Exercise prompt:
Output only the lines below that start at the line containing "pinky pip: (549, 220)" and end at the line containing "middle pip: (668, 140)", with both ends kept.
*** Source records
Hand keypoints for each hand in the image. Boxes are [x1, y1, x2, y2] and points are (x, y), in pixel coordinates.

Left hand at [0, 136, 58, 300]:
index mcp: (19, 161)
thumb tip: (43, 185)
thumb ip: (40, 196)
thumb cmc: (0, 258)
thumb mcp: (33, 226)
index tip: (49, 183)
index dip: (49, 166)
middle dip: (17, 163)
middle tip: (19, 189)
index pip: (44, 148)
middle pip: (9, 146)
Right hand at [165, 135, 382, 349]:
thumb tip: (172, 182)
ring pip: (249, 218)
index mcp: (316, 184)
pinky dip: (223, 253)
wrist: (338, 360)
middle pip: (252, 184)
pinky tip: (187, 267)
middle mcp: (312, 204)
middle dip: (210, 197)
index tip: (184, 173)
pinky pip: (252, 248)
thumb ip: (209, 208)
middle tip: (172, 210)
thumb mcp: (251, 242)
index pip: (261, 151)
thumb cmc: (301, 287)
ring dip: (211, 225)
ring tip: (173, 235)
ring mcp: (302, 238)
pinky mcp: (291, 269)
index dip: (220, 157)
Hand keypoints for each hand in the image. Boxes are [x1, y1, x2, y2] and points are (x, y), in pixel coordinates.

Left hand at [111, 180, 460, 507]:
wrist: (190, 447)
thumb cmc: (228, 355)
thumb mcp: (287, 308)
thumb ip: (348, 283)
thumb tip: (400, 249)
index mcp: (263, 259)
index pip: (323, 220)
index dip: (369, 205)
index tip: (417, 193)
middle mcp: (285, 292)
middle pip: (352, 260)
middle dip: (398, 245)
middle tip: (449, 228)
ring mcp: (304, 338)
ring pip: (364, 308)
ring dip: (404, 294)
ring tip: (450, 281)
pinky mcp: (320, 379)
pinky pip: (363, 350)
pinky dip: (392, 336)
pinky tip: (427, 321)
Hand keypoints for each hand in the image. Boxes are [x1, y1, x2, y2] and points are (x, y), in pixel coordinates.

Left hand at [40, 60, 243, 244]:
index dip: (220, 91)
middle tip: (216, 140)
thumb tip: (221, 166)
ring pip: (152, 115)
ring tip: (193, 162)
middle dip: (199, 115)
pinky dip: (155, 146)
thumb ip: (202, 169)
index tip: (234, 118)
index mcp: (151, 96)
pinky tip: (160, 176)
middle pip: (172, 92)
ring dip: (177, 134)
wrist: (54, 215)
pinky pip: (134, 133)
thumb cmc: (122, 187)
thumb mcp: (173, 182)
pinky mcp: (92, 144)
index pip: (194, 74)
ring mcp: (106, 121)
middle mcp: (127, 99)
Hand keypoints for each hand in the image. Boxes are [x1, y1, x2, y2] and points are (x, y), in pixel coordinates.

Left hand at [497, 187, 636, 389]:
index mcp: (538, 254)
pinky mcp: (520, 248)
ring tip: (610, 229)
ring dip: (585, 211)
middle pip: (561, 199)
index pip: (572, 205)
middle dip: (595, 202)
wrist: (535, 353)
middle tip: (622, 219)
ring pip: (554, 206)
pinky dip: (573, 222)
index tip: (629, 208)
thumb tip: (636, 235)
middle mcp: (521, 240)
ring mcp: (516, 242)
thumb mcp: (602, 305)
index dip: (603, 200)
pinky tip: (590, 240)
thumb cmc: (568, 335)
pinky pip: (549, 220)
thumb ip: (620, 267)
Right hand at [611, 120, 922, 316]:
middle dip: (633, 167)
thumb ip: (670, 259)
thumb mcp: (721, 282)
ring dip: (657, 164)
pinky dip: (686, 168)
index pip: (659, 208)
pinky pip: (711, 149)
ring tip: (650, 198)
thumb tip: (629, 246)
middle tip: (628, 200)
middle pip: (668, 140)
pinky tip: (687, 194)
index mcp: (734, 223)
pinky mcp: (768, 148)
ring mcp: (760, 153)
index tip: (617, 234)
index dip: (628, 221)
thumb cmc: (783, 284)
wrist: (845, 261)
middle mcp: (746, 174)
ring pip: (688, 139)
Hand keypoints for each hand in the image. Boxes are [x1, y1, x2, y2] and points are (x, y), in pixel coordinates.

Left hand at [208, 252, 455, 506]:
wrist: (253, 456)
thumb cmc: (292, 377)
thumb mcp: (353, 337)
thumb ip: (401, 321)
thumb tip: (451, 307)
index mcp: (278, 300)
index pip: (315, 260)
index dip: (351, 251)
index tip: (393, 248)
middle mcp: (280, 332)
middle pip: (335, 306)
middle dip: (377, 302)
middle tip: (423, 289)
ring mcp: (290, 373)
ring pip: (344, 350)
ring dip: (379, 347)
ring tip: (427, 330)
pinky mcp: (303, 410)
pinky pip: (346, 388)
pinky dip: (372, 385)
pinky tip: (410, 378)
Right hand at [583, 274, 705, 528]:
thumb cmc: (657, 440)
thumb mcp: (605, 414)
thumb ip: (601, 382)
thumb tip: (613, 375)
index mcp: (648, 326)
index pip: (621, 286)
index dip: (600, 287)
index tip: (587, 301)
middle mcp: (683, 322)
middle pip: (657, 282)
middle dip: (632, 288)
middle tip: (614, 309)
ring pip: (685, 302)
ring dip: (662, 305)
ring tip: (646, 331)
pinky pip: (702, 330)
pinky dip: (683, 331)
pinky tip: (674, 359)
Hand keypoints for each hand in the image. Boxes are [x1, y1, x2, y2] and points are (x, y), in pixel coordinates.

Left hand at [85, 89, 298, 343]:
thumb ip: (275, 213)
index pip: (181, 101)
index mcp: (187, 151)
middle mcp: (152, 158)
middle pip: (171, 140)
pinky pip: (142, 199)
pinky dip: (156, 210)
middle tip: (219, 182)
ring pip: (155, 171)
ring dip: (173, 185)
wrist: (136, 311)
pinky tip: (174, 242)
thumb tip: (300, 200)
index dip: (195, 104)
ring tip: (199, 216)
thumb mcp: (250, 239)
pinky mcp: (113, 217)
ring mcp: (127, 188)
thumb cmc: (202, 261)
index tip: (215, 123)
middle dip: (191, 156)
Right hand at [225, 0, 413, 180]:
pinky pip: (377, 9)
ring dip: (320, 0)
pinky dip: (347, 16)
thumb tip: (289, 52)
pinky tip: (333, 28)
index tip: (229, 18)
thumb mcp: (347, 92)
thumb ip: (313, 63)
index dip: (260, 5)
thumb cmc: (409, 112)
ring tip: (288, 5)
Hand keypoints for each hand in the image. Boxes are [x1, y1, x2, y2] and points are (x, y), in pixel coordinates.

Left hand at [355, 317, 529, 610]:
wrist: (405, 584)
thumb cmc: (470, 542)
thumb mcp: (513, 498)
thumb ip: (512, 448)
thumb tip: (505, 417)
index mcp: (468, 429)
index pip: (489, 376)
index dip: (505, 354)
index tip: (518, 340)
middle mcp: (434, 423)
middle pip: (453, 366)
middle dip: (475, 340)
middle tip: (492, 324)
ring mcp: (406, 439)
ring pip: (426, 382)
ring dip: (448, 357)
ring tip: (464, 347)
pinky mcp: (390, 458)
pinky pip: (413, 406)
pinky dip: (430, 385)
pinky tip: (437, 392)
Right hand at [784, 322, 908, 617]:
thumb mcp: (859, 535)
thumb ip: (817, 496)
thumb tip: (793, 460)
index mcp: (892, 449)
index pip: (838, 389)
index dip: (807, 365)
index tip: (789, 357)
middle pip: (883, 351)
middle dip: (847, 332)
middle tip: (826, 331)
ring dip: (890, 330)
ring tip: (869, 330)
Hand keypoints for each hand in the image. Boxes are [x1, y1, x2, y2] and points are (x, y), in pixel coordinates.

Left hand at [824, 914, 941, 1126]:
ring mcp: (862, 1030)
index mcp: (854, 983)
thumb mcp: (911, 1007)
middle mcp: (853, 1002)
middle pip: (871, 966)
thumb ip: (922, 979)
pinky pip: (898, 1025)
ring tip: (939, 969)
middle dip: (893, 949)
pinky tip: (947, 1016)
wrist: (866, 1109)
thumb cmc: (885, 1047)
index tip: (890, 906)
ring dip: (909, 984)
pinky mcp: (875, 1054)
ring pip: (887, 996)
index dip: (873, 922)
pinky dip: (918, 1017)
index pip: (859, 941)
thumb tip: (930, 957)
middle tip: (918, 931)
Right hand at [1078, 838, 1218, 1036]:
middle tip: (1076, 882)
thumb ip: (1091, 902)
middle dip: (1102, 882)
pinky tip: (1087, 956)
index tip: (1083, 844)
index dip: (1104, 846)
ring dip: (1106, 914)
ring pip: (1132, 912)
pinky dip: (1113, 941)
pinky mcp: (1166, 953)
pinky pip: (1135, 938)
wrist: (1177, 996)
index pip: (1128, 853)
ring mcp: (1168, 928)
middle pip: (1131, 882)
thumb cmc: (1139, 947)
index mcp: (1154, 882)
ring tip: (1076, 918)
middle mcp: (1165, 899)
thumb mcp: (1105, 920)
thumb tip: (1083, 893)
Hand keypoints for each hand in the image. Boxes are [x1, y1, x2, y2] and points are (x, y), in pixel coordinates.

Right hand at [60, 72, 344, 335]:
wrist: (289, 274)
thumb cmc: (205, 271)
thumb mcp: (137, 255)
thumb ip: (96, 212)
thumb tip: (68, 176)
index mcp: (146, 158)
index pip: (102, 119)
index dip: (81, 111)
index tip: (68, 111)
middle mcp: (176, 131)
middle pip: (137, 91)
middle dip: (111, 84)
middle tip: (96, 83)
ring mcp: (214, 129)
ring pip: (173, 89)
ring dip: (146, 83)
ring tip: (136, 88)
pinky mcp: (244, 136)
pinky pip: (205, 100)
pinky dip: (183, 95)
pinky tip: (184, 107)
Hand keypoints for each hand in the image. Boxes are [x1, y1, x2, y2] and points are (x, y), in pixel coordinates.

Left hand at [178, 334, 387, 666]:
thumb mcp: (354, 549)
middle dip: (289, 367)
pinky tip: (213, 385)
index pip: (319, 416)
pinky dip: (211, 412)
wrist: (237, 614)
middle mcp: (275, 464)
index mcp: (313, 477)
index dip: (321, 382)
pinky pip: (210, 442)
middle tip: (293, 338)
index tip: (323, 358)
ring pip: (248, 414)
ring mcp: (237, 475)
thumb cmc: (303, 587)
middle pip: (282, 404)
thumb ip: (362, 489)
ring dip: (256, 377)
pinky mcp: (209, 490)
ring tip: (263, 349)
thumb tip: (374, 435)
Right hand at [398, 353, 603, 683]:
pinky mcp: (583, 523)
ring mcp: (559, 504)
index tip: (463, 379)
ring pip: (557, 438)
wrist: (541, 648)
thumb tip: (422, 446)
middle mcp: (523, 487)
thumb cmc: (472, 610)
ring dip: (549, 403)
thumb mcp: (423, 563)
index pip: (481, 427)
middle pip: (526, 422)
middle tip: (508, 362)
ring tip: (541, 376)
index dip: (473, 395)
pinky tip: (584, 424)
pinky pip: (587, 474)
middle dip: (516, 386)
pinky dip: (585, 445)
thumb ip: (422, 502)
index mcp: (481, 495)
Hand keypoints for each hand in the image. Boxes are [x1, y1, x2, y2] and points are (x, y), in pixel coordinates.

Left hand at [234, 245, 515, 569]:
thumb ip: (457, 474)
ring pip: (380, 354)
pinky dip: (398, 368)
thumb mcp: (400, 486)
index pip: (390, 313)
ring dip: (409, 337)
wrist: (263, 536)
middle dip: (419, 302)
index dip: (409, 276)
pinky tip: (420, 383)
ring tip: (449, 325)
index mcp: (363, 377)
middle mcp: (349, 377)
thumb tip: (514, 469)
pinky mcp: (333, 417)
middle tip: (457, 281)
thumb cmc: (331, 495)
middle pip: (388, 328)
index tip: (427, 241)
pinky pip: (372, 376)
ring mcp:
******
Your solution:
pinky pip: (549, 220)
thumb ip: (620, 267)
Right hand at [611, 120, 922, 316]:
middle dip: (633, 167)
thumb ip: (670, 259)
thumb mcp: (721, 282)
ring dip: (657, 164)
pinky dip: (686, 168)
index pip: (659, 208)
pinky pip: (711, 149)
ring tip: (650, 198)
thumb tip: (629, 246)
middle tip: (628, 200)
middle pip: (668, 140)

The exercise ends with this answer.